Prompt
When you restate the data, keep every word as it is and drop the images.

Records provided
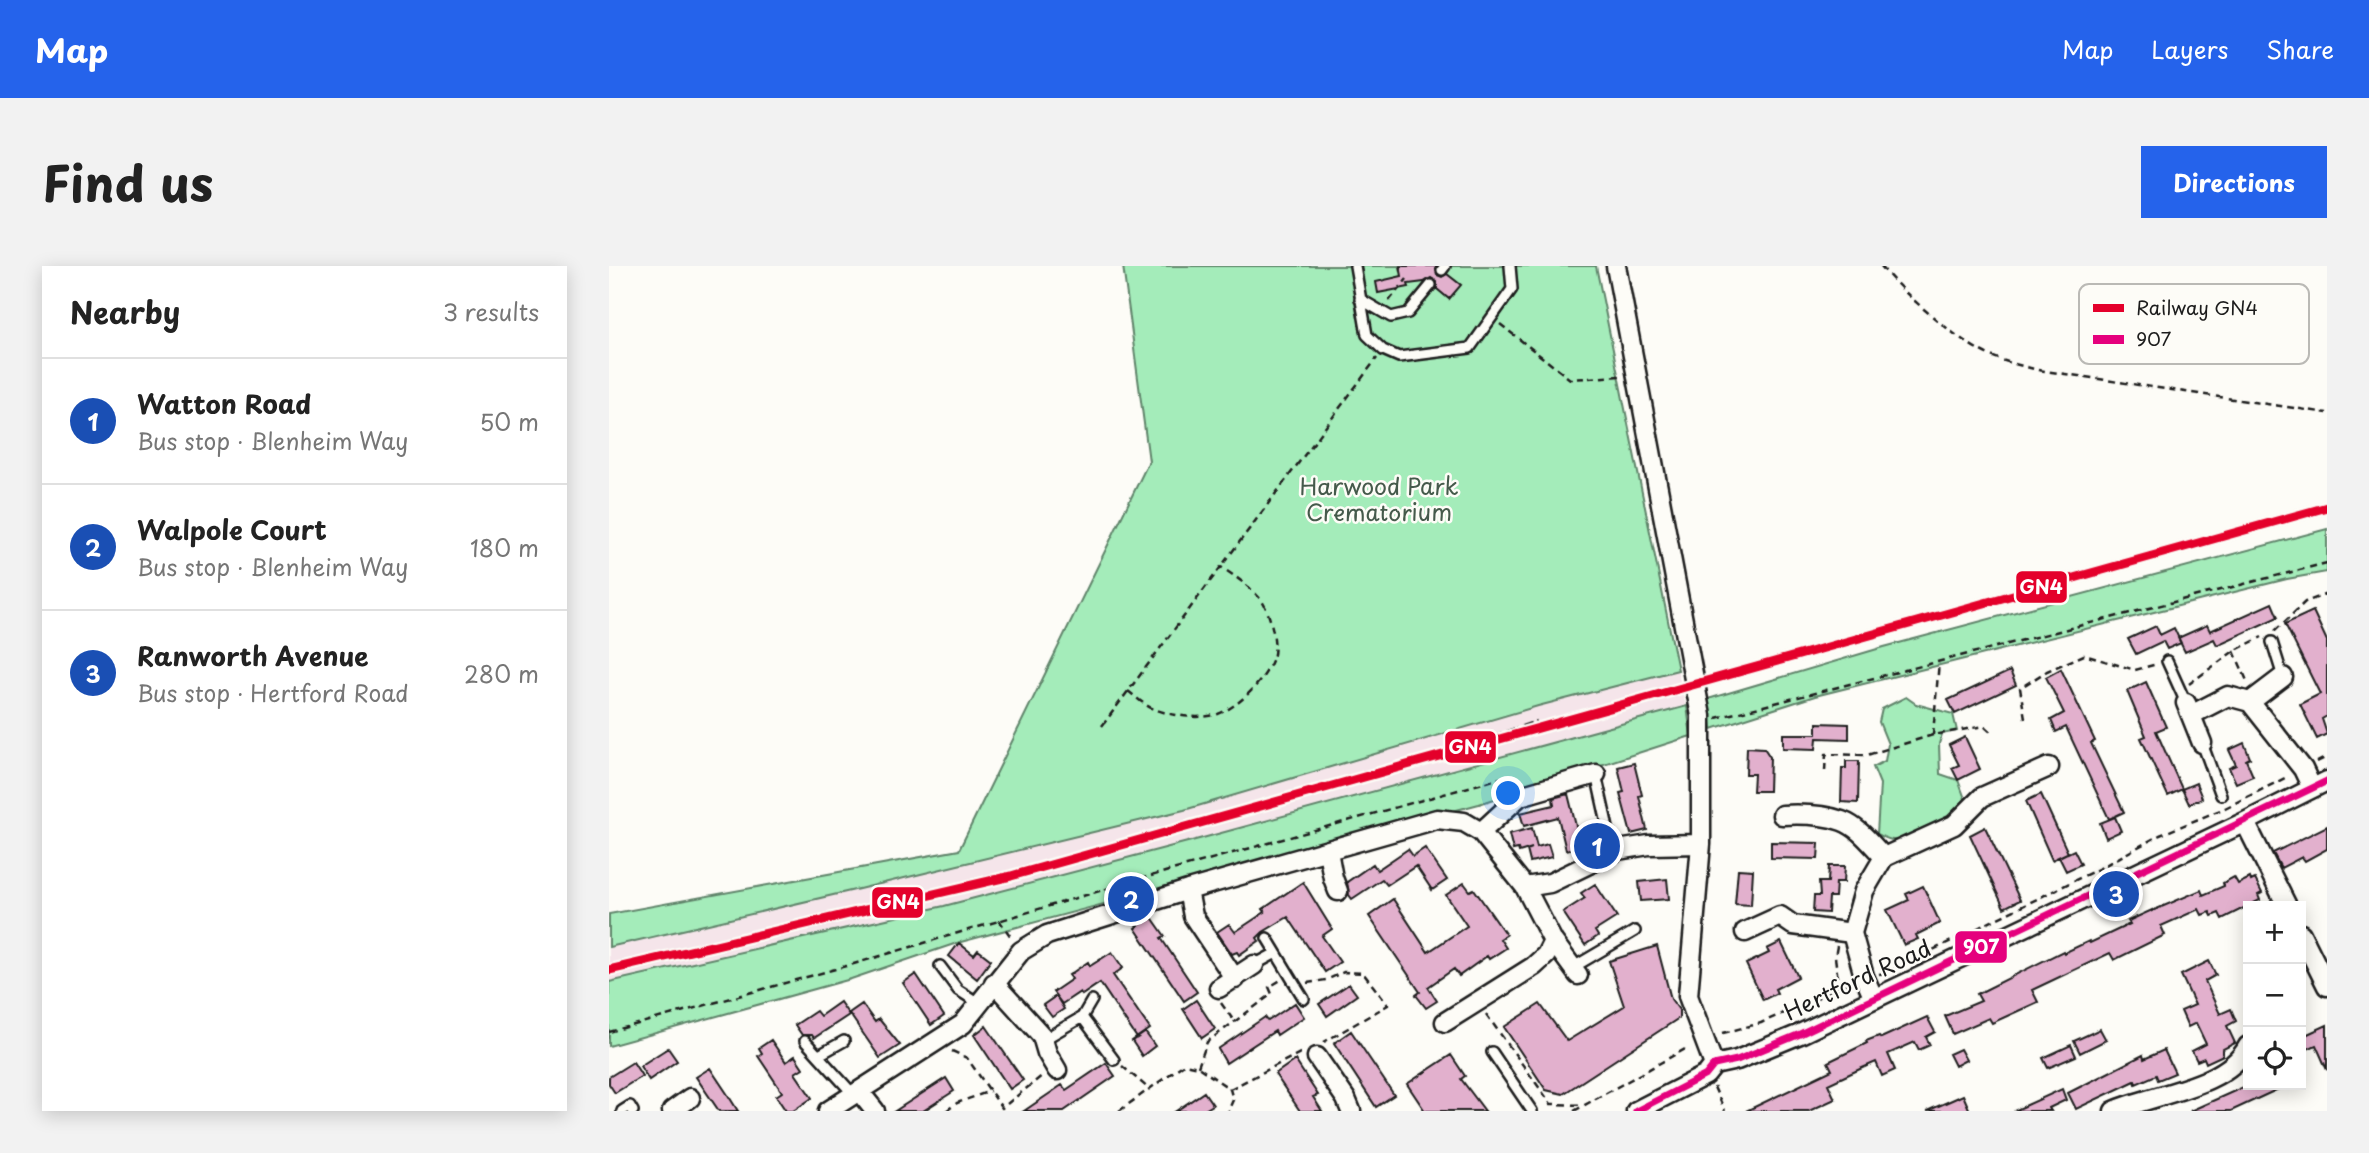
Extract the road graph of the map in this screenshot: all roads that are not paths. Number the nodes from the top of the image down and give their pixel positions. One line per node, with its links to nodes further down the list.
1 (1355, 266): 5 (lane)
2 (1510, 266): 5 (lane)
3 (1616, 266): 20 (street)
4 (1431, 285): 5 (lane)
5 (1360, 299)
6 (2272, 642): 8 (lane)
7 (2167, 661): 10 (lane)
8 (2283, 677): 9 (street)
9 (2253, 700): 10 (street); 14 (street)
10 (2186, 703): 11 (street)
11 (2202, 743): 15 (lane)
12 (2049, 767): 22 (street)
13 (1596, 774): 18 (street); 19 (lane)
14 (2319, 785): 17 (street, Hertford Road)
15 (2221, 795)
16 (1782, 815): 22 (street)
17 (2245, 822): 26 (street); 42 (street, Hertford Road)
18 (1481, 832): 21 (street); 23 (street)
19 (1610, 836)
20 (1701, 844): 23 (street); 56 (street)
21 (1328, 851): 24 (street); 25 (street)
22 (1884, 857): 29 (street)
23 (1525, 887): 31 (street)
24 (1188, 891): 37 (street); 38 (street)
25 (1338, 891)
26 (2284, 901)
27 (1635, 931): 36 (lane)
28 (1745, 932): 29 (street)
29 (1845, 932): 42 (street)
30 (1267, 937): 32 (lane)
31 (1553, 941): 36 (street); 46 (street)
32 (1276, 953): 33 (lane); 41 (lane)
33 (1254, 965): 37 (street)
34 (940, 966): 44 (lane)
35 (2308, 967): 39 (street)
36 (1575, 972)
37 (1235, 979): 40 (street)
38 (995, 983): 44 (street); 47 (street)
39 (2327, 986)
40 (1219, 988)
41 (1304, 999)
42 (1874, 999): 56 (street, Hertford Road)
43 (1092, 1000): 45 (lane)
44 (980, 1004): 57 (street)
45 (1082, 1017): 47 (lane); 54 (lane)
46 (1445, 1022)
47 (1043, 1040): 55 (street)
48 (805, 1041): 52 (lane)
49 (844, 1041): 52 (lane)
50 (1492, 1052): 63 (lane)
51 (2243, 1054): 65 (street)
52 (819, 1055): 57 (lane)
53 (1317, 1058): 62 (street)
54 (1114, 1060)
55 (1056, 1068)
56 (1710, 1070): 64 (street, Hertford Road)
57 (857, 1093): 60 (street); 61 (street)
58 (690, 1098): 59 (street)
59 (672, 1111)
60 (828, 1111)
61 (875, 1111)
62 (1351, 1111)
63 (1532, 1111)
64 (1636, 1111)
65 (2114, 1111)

Response to this task
Extract the road graph of the map in this screenshot: all roads that are not paths. Number the nodes from the top of the image down and give their pixel positions. One line per node, with its links to nodes further down the list.
1 (1355, 266): 5 (lane)
2 (1510, 266): 5 (lane)
3 (1616, 266): 20 (street)
4 (1431, 285): 5 (lane)
5 (1360, 299)
6 (2272, 642): 8 (lane)
7 (2167, 661): 10 (lane)
8 (2283, 677): 9 (street)
9 (2253, 700): 10 (street); 14 (street)
10 (2186, 703): 11 (street)
11 (2202, 743): 15 (lane)
12 (2049, 767): 22 (street)
13 (1596, 774): 18 (street); 19 (lane)
14 (2319, 785): 17 (street, Hertford Road)
15 (2221, 795)
16 (1782, 815): 22 (street)
17 (2245, 822): 26 (street); 42 (street, Hertford Road)
18 (1481, 832): 21 (street); 23 (street)
19 (1610, 836)
20 (1701, 844): 23 (street); 56 (street)
21 (1328, 851): 24 (street); 25 (street)
22 (1884, 857): 29 (street)
23 (1525, 887): 31 (street)
24 (1188, 891): 37 (street); 38 (street)
25 (1338, 891)
26 (2284, 901)
27 (1635, 931): 36 (lane)
28 (1745, 932): 29 (street)
29 (1845, 932): 42 (street)
30 (1267, 937): 32 (lane)
31 (1553, 941): 36 (street); 46 (street)
32 (1276, 953): 33 (lane); 41 (lane)
33 (1254, 965): 37 (street)
34 (940, 966): 44 (lane)
35 (2308, 967): 39 (street)
36 (1575, 972)
37 (1235, 979): 40 (street)
38 (995, 983): 44 (street); 47 (street)
39 (2327, 986)
40 (1219, 988)
41 (1304, 999)
42 (1874, 999): 56 (street, Hertford Road)
43 (1092, 1000): 45 (lane)
44 (980, 1004): 57 (street)
45 (1082, 1017): 47 (lane); 54 (lane)
46 (1445, 1022)
47 (1043, 1040): 55 (street)
48 (805, 1041): 52 (lane)
49 (844, 1041): 52 (lane)
50 (1492, 1052): 63 (lane)
51 (2243, 1054): 65 (street)
52 (819, 1055): 57 (lane)
53 (1317, 1058): 62 (street)
54 (1114, 1060)
55 (1056, 1068)
56 (1710, 1070): 64 (street, Hertford Road)
57 (857, 1093): 60 (street); 61 (street)
58 (690, 1098): 59 (street)
59 (672, 1111)
60 (828, 1111)
61 (875, 1111)
62 (1351, 1111)
63 (1532, 1111)
64 (1636, 1111)
65 (2114, 1111)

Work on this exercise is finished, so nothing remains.